If the Prime Minister wants to get involved in climate change policy he should focus on problems closer to home first.  Just last week the Department of Energy and Climate Change (DECC) published a report which estimated that prices would rise for large energy intensive users by up to 52 per cent by 2020, with a central estimate of a 31 per cent rise.

Unfortunately, this may be about as reliable as their farcical estimates for domestic consumers.  In their estimates for domestic consumers, DECC accept that around £200 billion needs to be invested in the network principally to meet environmental targets.  That has to mean higher profits, higher prices and then higher bills, that's how we pay for it all.  As a result, Citigroup expect real terms increases in bills of over 50 per cent.  Even with greater efficiency that increase will still be over 30 per cent, and that is before you count the cost of measures like greater insulation that don't come for free.  But the Department think that they can somehow require all that investment and it will only add 1 per cent to bills.

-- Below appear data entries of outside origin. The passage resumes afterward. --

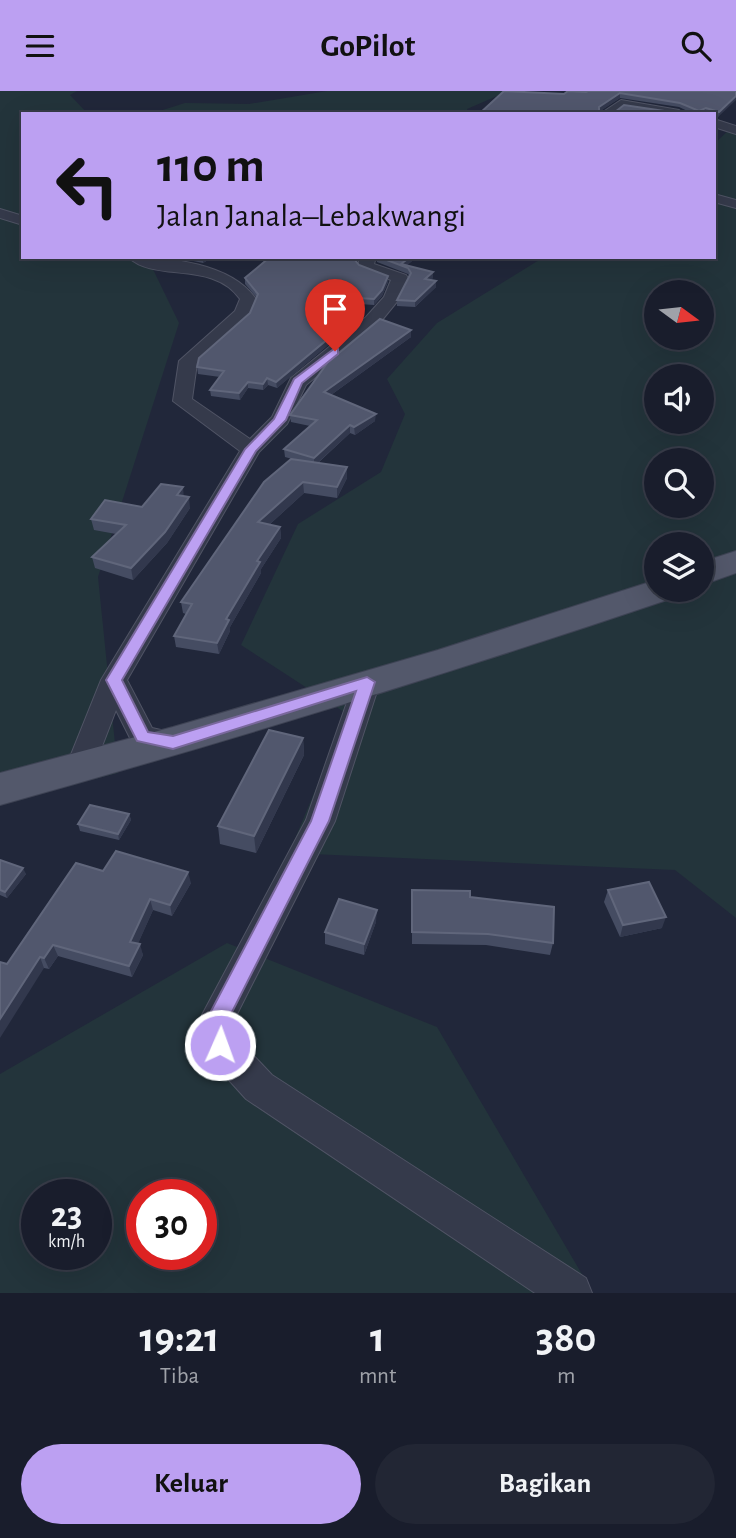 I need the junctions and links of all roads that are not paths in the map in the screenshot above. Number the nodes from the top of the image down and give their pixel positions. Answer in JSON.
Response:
{"nodes":[{"id":1,"x":609,"y":112,"type":"edge"},
{"id":2,"x":669,"y":112,"type":"edge"},
{"id":3,"x":716,"y":124,"type":"edge"},
{"id":4,"x":736,"y":129,"type":"edge"},
{"id":5,"x":716,"y":199,"type":"edge"},
{"id":6,"x":736,"y":204,"type":"edge"},
{"id":7,"x":0,"y":212,"type":"edge"},
{"id":8,"x":21,"y":220,"type":"edge"},
{"id":9,"x":144,"y":259,"type":"edge"},
{"id":10,"x":224,"y":259,"type":"dead end"},
{"id":11,"x":368,"y":259,"type":"edge"},
{"id":12,"x":206,"y":272,"type":"junction"},
{"id":13,"x":251,"y":449,"type":"junction"},
{"id":14,"x":736,"y":561,"type":"edge"},
{"id":15,"x":714,"y":569,"type":"edge"},
{"id":16,"x":644,"y":596,"type":"edge"},
{"id":17,"x":114,"y":680,"type":"junction"},
{"id":18,"x":367,"y":682,"type":"junction"},
{"id":19,"x":173,"y":742,"type":"junction"},
{"id":20,"x":80,"y":767,"type":"junction"},
{"id":21,"x":0,"y":789,"type":"edge"},
{"id":22,"x":571,"y":1293,"type":"edge"}],
"edges":[{"from":1,"to":2,"type":"street"},
{"from":3,"to":4,"type":"street"},
{"from":5,"to":6,"type":"street"},
{"from":7,"to":8,"type":"street"},
{"from":9,"to":12,"type":"street"},
{"from":10,"to":12,"type":"street"},
{"from":11,"to":13,"type":"street"},
{"from":12,"to":13,"type":"street"},
{"from":13,"to":17,"type":"street"},
{"from":14,"to":15,"type":"main road"},
{"from":16,"to":18,"type":"main road"},
{"from":17,"to":19,"type":"street"},
{"from":17,"to":20,"type":"street"},
{"from":18,"to":19,"type":"main road"},
{"from":18,"to":22,"type":"street"},
{"from":19,"to":20,"type":"main road"},
{"from":20,"to":21,"type":"main road"}]} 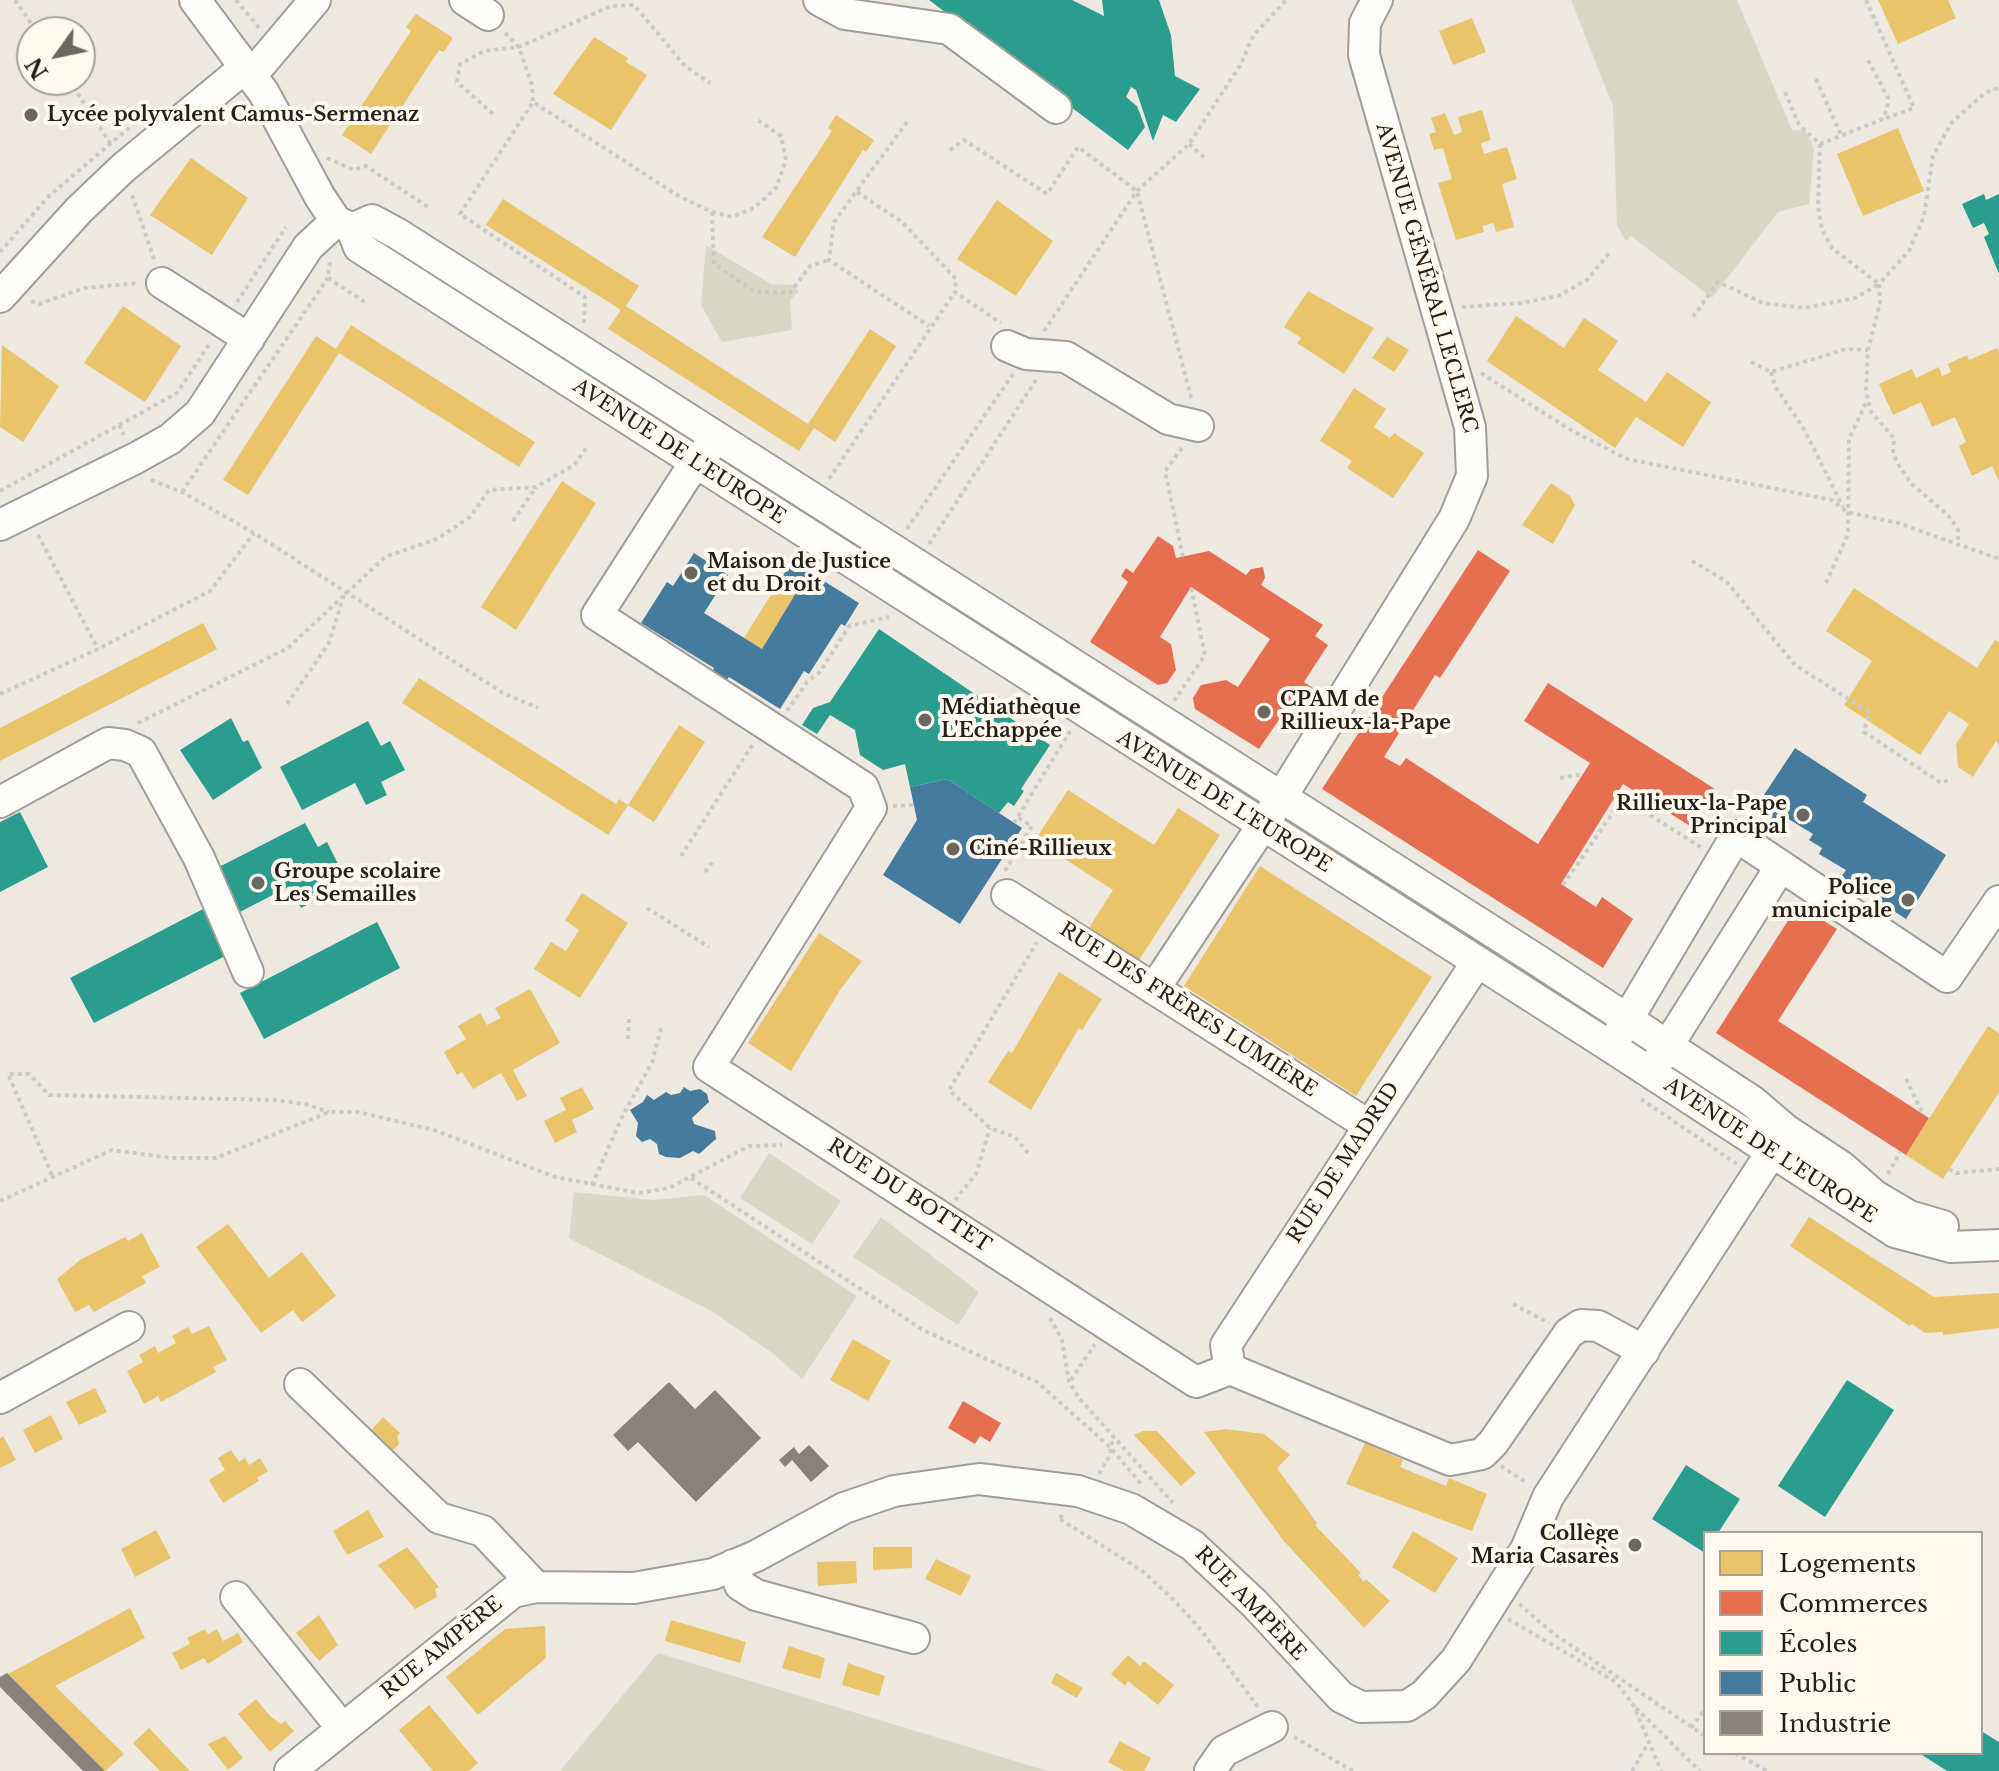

Sure enough, there are problems with the new estimates for industrial customers.  Jeremy Nicholson, Director of the Energy Intensive Users Group, thinks that:

There are a number of weaknesses in DECC’s analysis which are of concern to EIUG members.  These include questionable assumptions about future fossil fuel prices and the likely trend in underlying wholesale electricity prices (ex environmental costs), the degree of pass through of carbon and renewable subsidy costs by generators and suppliers, the scope for reductions in energy consumption by intensive users and the lack of transparency in accounting for the impacts of climate policies on transmission, distribution and balancing costs.

Energy intensive industries employ huge numbers of people.  They are also important to making all sorts of other businesses viable in the UK.  And energy costs are important, if not as absolutely critical, for other industries too. If we keep going with unilateral climate policy we'll drive lots of industrial capacity abroad and make little difference to the global climate.

There are plenty of other problems with taxes and regulations politicians have put in place here to try and limit greenhouse gas emissions.  I talk about just how badly we are being let down by climate change policy in my new book Let them eat carbon - out next week and available to pre-order now.  As the polling Tim cited shows, Australians don't want to make the same mistakes.  If David Cameron wants to lead a Government that restores our country to economic and fiscal health then he needs to look at these major burdens on families and businesses here, not undermine conservative allies abroad.